Exact duplicates of the lines from the top of the data through the line containing "ctx.clip();" are needed, with every picture left out.

[Extracted information Boundary: Start]

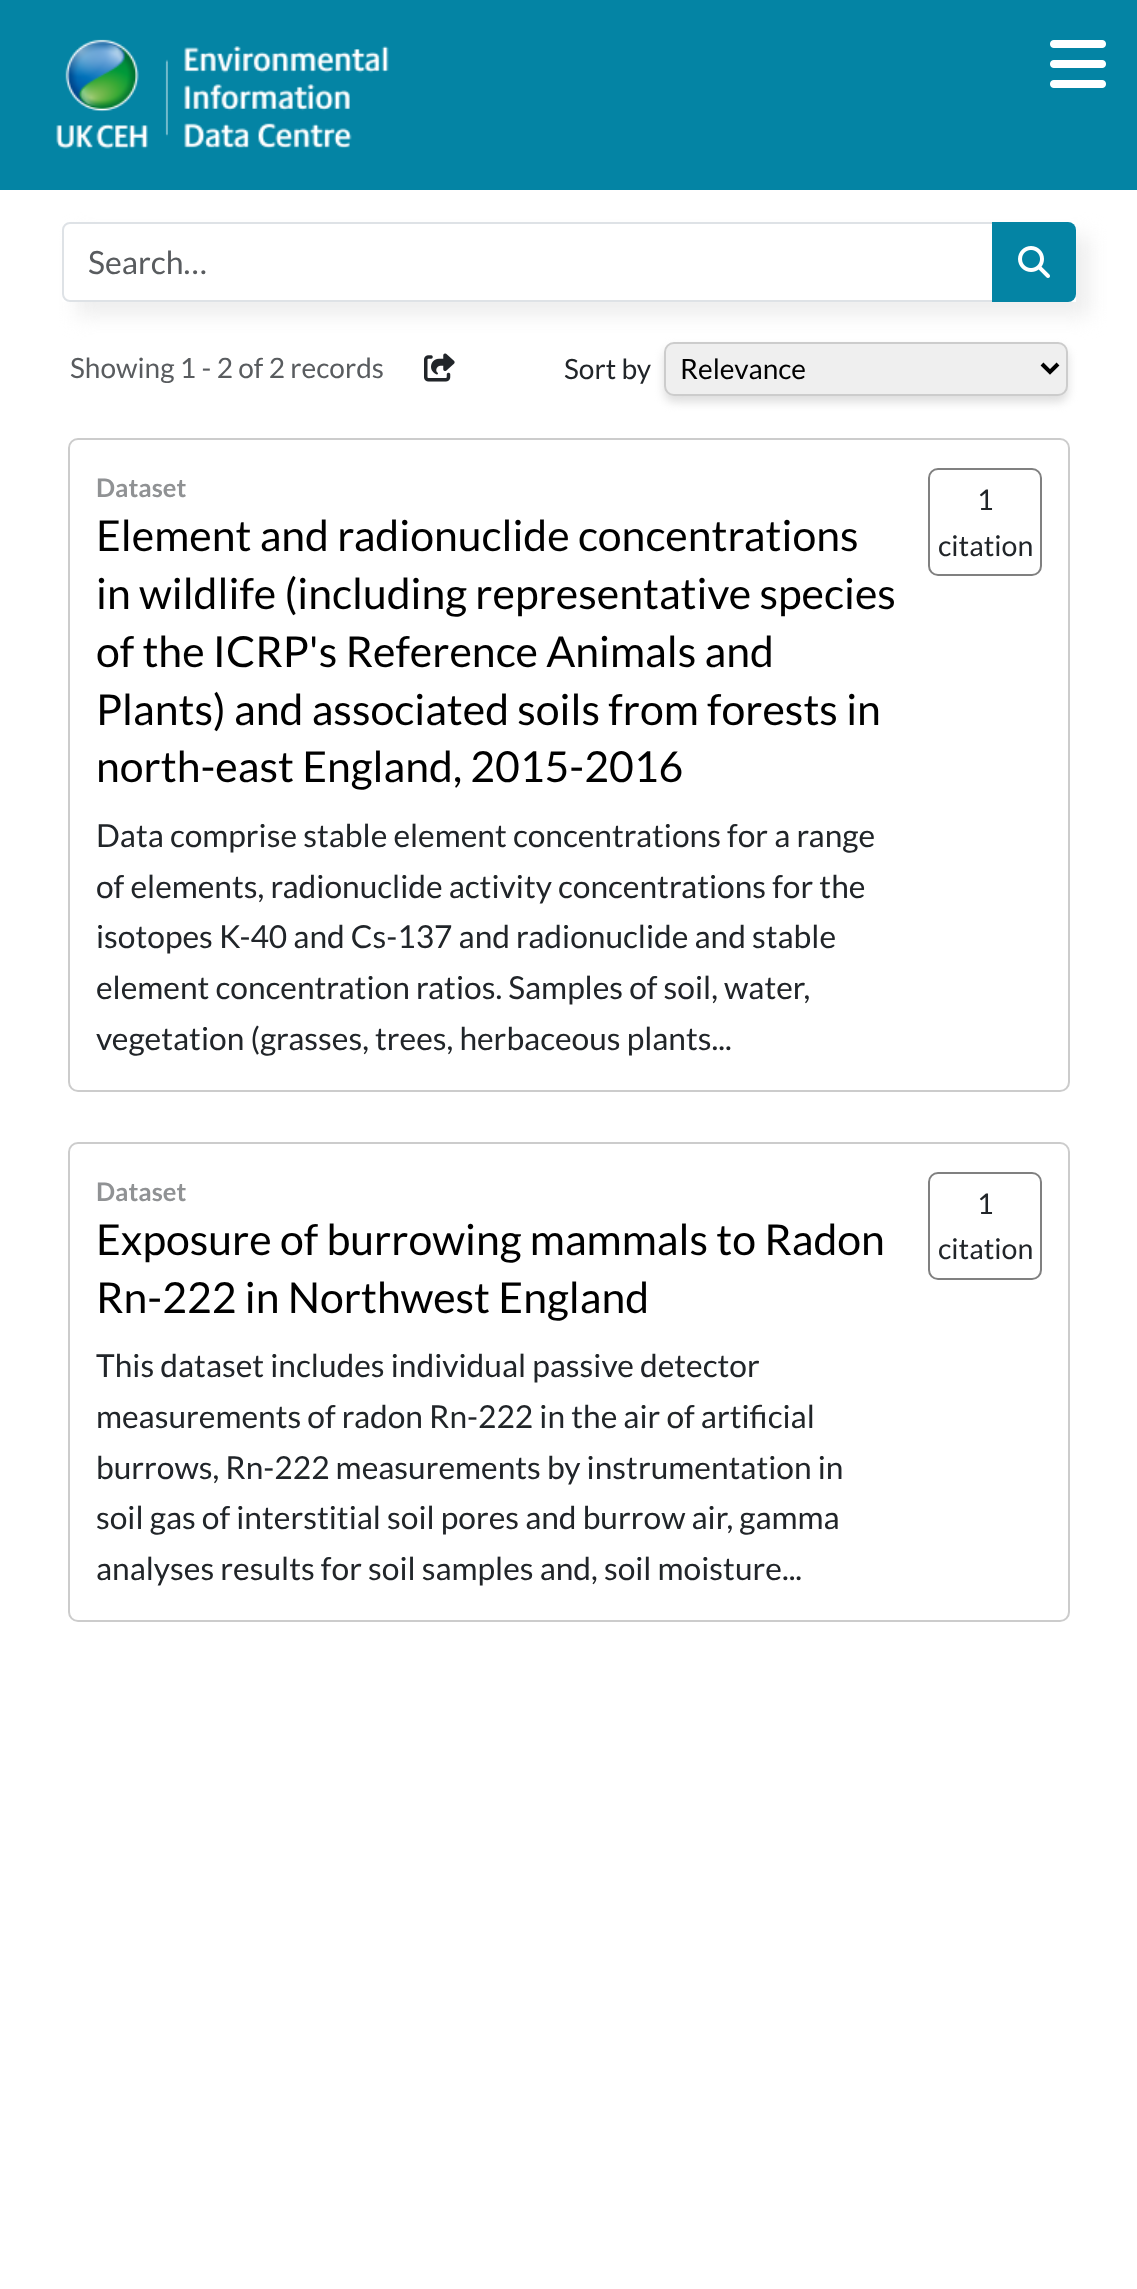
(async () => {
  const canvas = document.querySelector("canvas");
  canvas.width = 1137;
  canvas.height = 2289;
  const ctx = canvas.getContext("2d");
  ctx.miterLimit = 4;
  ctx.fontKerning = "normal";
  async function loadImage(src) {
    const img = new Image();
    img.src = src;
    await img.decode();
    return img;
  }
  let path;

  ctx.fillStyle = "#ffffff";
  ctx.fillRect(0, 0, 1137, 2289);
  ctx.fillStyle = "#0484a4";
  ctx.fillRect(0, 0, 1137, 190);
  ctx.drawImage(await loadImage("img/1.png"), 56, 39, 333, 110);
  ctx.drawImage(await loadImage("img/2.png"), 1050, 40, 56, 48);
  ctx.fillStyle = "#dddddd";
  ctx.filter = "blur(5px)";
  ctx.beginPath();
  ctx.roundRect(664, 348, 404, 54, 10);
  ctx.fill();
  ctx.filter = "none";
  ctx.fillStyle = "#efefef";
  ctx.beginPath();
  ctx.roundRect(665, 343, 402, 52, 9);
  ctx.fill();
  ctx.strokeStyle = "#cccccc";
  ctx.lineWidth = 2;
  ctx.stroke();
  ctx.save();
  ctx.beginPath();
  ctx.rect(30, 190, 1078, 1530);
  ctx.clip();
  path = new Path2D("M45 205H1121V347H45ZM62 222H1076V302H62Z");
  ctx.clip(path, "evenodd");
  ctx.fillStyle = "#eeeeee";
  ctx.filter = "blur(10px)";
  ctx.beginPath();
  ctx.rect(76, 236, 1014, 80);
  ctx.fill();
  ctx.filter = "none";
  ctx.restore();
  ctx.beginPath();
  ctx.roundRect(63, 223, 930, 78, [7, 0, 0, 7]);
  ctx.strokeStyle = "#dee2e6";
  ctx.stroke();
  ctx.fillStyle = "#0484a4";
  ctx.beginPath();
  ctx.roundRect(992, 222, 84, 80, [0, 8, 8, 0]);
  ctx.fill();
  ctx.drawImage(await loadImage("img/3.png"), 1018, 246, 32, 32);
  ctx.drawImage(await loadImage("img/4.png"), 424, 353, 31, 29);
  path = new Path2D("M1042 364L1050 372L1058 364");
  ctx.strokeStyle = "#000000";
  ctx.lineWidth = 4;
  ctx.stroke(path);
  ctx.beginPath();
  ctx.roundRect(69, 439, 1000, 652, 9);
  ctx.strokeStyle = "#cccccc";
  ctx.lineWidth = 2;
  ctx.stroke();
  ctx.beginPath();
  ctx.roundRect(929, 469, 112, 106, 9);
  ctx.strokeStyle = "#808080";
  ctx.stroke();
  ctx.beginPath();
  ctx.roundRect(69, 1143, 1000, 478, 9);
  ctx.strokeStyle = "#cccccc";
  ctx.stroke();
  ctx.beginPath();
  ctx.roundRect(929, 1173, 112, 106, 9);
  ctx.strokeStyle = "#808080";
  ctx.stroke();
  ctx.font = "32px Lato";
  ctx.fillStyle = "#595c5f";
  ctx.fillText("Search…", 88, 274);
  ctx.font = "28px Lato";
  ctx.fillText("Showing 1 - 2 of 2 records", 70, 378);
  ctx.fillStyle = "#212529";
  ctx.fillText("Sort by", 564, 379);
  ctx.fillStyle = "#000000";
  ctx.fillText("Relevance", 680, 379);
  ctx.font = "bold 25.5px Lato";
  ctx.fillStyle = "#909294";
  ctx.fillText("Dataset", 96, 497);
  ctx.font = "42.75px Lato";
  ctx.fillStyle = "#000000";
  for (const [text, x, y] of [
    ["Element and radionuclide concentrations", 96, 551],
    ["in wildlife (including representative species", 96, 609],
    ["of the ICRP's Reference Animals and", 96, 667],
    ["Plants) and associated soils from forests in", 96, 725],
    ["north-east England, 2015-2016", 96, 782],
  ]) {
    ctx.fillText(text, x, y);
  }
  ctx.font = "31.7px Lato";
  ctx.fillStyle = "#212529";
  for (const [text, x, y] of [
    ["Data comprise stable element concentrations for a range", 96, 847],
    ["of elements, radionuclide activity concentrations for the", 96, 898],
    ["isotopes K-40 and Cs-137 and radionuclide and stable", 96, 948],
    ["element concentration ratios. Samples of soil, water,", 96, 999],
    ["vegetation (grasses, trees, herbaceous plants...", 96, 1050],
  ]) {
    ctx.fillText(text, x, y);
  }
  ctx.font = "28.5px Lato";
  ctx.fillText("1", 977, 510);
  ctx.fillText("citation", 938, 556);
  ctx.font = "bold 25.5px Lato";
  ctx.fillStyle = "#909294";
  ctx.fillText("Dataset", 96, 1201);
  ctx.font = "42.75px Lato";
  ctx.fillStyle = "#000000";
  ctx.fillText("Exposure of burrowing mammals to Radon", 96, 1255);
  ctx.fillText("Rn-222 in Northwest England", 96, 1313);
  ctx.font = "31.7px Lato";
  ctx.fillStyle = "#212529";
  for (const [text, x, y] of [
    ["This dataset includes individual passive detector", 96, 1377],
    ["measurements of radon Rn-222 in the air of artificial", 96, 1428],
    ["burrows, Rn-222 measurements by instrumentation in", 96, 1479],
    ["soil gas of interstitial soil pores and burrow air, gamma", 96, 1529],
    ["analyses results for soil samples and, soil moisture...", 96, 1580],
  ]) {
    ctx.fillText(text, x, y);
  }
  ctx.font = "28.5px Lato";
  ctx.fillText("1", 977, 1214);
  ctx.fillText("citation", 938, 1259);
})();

[Extracted information Boundary: End]

Exercise answer:
(async () => {
  const canvas = document.querySelector("canvas");
  canvas.width = 1137;
  canvas.height = 2289;
  const ctx = canvas.getContext("2d");
  ctx.miterLimit = 4;
  ctx.fontKerning = "normal";
  async function loadImage(src) {
    const img = new Image();
    img.src = src;
    await img.decode();
    return img;
  }
  let path;

  ctx.fillStyle = "#ffffff";
  ctx.fillRect(0, 0, 1137, 2289);
  ctx.fillStyle = "#0484a4";
  ctx.fillRect(0, 0, 1137, 190);
  ctx.drawImage(await loadImage("img/1.png"), 56, 39, 333, 110);
  ctx.drawImage(await loadImage("img/2.png"), 1050, 40, 56, 48);
  ctx.fillStyle = "#dddddd";
  ctx.filter = "blur(5px)";
  ctx.beginPath();
  ctx.roundRect(664, 348, 404, 54, 10);
  ctx.fill();
  ctx.filter = "none";
  ctx.fillStyle = "#efefef";
  ctx.beginPath();
  ctx.roundRect(665, 343, 402, 52, 9);
  ctx.fill();
  ctx.strokeStyle = "#cccccc";
  ctx.lineWidth = 2;
  ctx.stroke();
  ctx.save();
  ctx.beginPath();
  ctx.rect(30, 190, 1078, 1530);
  ctx.clip();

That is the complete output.